Há mais de quatro décadas ela nasceu negra e para
ter seus direitos garantidos, bem como de seus irmãos e irmãs, luta todos os
dias, de todas as formas que tem e consegue e forja, desde sua existência, que
deveria ser simples, até suas palavras faladas e escritas, suas ações e mais
recentemente sua prática de dança afro, nada de afrofitness, Regina Santos, mas resgate da ancestralidade de seu
povo, (re)descoberta de sua corporeidade, respeito à religiosidade de todos,
bem como ao ateísmo. De que adianta, se “Vítima de racismo, senegalês é
agredido no centro de Caxias do Sul”? Se “Jovem negro denuncia racismo sofrido
em supermercado no Santa Tereza”? Se “Atos em Charlottesville mostram a cara do
ódio racial americano”? Se “Advogado oferece banana a funcionário de empresa
aérea e é preso em Belo Horizonte”? Se “Criminosos obrigam mãe de santo a
destruir próprio terreiro em Nova Iguaçu”? Se “De novo o debate sobre racismo
no futebol vira papo de rivalidade clubista”? Mas falar sobre racismo é mimimi,
é vitimismo, porque a miscigenação é uma coisa linda desse Brasil brasileiro.

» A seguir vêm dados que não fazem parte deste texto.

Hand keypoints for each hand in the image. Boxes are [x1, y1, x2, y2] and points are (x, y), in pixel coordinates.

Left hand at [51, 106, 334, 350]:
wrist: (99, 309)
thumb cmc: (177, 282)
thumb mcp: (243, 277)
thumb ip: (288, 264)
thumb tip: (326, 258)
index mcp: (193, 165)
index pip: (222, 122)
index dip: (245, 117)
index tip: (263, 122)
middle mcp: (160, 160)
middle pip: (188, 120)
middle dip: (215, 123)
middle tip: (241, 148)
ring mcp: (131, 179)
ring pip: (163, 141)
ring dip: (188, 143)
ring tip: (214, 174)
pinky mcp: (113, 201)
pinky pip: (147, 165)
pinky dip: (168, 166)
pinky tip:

Para que serve o movimento negro? E a justiça permanece na vala.
Sempre entendeu seu papel de mulher na sociedade,
mulher negra e pobre, como a lutadora incessante. (De novo, Catita? Não cansa
não de ficar brigando?) Pode parecer de hoje que fala em feminismo, mais uma
modinha, mas é feminista desde o espasmo causado na reunião de família, quando
no meio das senhorinhas todas falou, da altura de seus onze-doze anos, da casa
que teria e da vida que queria, autônoma, independente de marido. Nunca esquece
o amarelo da página da revista que lhe inspirou o desejo, o zumbido das
senhoras a enrouquecer seus argumentos, a perplexidade ante a tia-avó, sempre
solteira e independente, mas que “não lhe servia de exemplo”. Compartilha hoje
sua experiência com adolescentes do coletivo feminista do colégio em que
leciona, de maioria não negra, de maioria não pobre (o dinheiro não é um
problema, mas o que se faz com e por ele), meninas que amam suas mães, avós,
tias, professoras, mas se querem mulheres mais fortes; aprendem com Simone de
Beauvoir, mas vão além, e aprendem também com Laudelina de Campos Melo; trouxeram
à escola para falar com todas e todos sobre feminismo a Djamila Ribeiro, uma outra preta e
acadêmica, adjetivos raramente juntos numa mulher só; têm consciência de seus
privilégios, querem que todos os lugares de fala sejam ocupados. De que adianta
tanta consciência, se “Estudante sofre estupro coletivo em Peruíbe”? Se em “BBB
e A Fazenda: a mídia enaltece agressores de mulheres”? Se “Aeromoças russas têm
cortes nos salários por serem gordas demais”? Se “Taxa de assassinato de mulheres
negras cresce 22% em 10 anos”? Se “Assédio é problema mais grave que
superlotação e demora de ônibus”? Se “Pai espanca filha que perdeu virgindade e
é absolvido”? Para que servem os feminismos? E a justiça continua no buraco.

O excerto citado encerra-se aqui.